▸ WORK TASK
Print out every record below, exactly as written.

▸ THE INPUT
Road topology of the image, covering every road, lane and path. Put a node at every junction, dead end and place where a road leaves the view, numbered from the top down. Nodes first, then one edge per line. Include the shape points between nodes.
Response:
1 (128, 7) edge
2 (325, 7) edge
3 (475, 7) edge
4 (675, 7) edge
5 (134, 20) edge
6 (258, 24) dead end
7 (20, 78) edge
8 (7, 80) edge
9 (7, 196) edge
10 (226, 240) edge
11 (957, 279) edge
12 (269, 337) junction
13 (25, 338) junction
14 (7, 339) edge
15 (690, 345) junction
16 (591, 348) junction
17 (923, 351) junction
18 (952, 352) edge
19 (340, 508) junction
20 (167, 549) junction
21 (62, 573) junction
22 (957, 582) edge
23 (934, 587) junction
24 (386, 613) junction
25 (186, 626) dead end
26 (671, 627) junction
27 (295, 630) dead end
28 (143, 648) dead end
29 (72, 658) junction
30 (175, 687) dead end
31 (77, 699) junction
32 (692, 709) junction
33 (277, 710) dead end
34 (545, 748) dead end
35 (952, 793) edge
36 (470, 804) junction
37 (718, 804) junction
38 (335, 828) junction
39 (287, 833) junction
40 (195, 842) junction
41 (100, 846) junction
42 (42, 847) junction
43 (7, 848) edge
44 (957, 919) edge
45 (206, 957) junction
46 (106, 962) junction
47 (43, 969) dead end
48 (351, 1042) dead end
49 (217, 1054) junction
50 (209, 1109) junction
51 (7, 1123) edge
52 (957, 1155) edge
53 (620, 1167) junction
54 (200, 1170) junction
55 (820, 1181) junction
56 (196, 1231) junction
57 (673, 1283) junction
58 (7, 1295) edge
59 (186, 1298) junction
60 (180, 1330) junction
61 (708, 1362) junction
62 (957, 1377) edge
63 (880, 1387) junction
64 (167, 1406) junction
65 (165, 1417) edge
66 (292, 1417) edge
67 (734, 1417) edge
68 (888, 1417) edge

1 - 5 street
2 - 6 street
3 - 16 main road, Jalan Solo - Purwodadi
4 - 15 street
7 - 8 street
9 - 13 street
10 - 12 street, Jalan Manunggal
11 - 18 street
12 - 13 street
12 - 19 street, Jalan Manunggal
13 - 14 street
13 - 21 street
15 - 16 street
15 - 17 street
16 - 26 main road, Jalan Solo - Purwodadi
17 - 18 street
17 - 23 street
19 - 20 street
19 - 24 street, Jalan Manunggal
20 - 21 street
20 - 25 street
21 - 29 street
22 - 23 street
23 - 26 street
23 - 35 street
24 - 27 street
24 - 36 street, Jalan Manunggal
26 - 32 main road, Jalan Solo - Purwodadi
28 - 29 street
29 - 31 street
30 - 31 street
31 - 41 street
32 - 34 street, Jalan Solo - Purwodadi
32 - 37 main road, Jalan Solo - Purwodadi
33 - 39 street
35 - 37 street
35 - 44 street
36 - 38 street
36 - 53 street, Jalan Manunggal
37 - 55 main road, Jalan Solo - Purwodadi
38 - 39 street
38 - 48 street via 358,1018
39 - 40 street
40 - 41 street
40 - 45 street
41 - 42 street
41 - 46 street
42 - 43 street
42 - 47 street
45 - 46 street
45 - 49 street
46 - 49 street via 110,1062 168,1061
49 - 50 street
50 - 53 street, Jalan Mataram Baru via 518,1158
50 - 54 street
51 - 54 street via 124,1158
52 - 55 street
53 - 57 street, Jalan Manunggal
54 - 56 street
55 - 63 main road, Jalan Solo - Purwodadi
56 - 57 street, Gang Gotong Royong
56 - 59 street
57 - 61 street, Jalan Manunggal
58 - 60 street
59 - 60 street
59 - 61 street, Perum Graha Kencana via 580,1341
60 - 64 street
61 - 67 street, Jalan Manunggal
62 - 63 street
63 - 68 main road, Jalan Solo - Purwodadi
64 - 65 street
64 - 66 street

▸ ANSWER AREA
Road topology of the image, covering every road, lane and path. Put a node at every junction, dead end and place where a road leaves the view, numbered from the top down. Nodes first, then one edge per line. Include the shape points between nodes.
Response:
1 (128, 7) edge
2 (325, 7) edge
3 (475, 7) edge
4 (675, 7) edge
5 (134, 20) edge
6 (258, 24) dead end
7 (20, 78) edge
8 (7, 80) edge
9 (7, 196) edge
10 (226, 240) edge
11 (957, 279) edge
12 (269, 337) junction
13 (25, 338) junction
14 (7, 339) edge
15 (690, 345) junction
16 (591, 348) junction
17 (923, 351) junction
18 (952, 352) edge
19 (340, 508) junction
20 (167, 549) junction
21 (62, 573) junction
22 (957, 582) edge
23 (934, 587) junction
24 (386, 613) junction
25 (186, 626) dead end
26 (671, 627) junction
27 (295, 630) dead end
28 (143, 648) dead end
29 (72, 658) junction
30 (175, 687) dead end
31 (77, 699) junction
32 (692, 709) junction
33 (277, 710) dead end
34 (545, 748) dead end
35 (952, 793) edge
36 (470, 804) junction
37 (718, 804) junction
38 (335, 828) junction
39 (287, 833) junction
40 (195, 842) junction
41 (100, 846) junction
42 (42, 847) junction
43 (7, 848) edge
44 (957, 919) edge
45 (206, 957) junction
46 (106, 962) junction
47 (43, 969) dead end
48 (351, 1042) dead end
49 (217, 1054) junction
50 (209, 1109) junction
51 (7, 1123) edge
52 (957, 1155) edge
53 (620, 1167) junction
54 (200, 1170) junction
55 (820, 1181) junction
56 (196, 1231) junction
57 (673, 1283) junction
58 (7, 1295) edge
59 (186, 1298) junction
60 (180, 1330) junction
61 (708, 1362) junction
62 (957, 1377) edge
63 (880, 1387) junction
64 (167, 1406) junction
65 (165, 1417) edge
66 (292, 1417) edge
67 (734, 1417) edge
68 (888, 1417) edge

1 - 5 street
2 - 6 street
3 - 16 main road, Jalan Solo - Purwodadi
4 - 15 street
7 - 8 street
9 - 13 street
10 - 12 street, Jalan Manunggal
11 - 18 street
12 - 13 street
12 - 19 street, Jalan Manunggal
13 - 14 street
13 - 21 street
15 - 16 street
15 - 17 street
16 - 26 main road, Jalan Solo - Purwodadi
17 - 18 street
17 - 23 street
19 - 20 street
19 - 24 street, Jalan Manunggal
20 - 21 street
20 - 25 street
21 - 29 street
22 - 23 street
23 - 26 street
23 - 35 street
24 - 27 street
24 - 36 street, Jalan Manunggal
26 - 32 main road, Jalan Solo - Purwodadi
28 - 29 street
29 - 31 street
30 - 31 street
31 - 41 street
32 - 34 street, Jalan Solo - Purwodadi
32 - 37 main road, Jalan Solo - Purwodadi
33 - 39 street
35 - 37 street
35 - 44 street
36 - 38 street
36 - 53 street, Jalan Manunggal
37 - 55 main road, Jalan Solo - Purwodadi
38 - 39 street
38 - 48 street via 358,1018
39 - 40 street
40 - 41 street
40 - 45 street
41 - 42 street
41 - 46 street
42 - 43 street
42 - 47 street
45 - 46 street
45 - 49 street
46 - 49 street via 110,1062 168,1061
49 - 50 street
50 - 53 street, Jalan Mataram Baru via 518,1158
50 - 54 street
51 - 54 street via 124,1158
52 - 55 street
53 - 57 street, Jalan Manunggal
54 - 56 street
55 - 63 main road, Jalan Solo - Purwodadi
56 - 57 street, Gang Gotong Royong
56 - 59 street
57 - 61 street, Jalan Manunggal
58 - 60 street
59 - 60 street
59 - 61 street, Perum Graha Kencana via 580,1341
60 - 64 street
61 - 67 street, Jalan Manunggal
62 - 63 street
63 - 68 main road, Jalan Solo - Purwodadi
64 - 65 street
64 - 66 street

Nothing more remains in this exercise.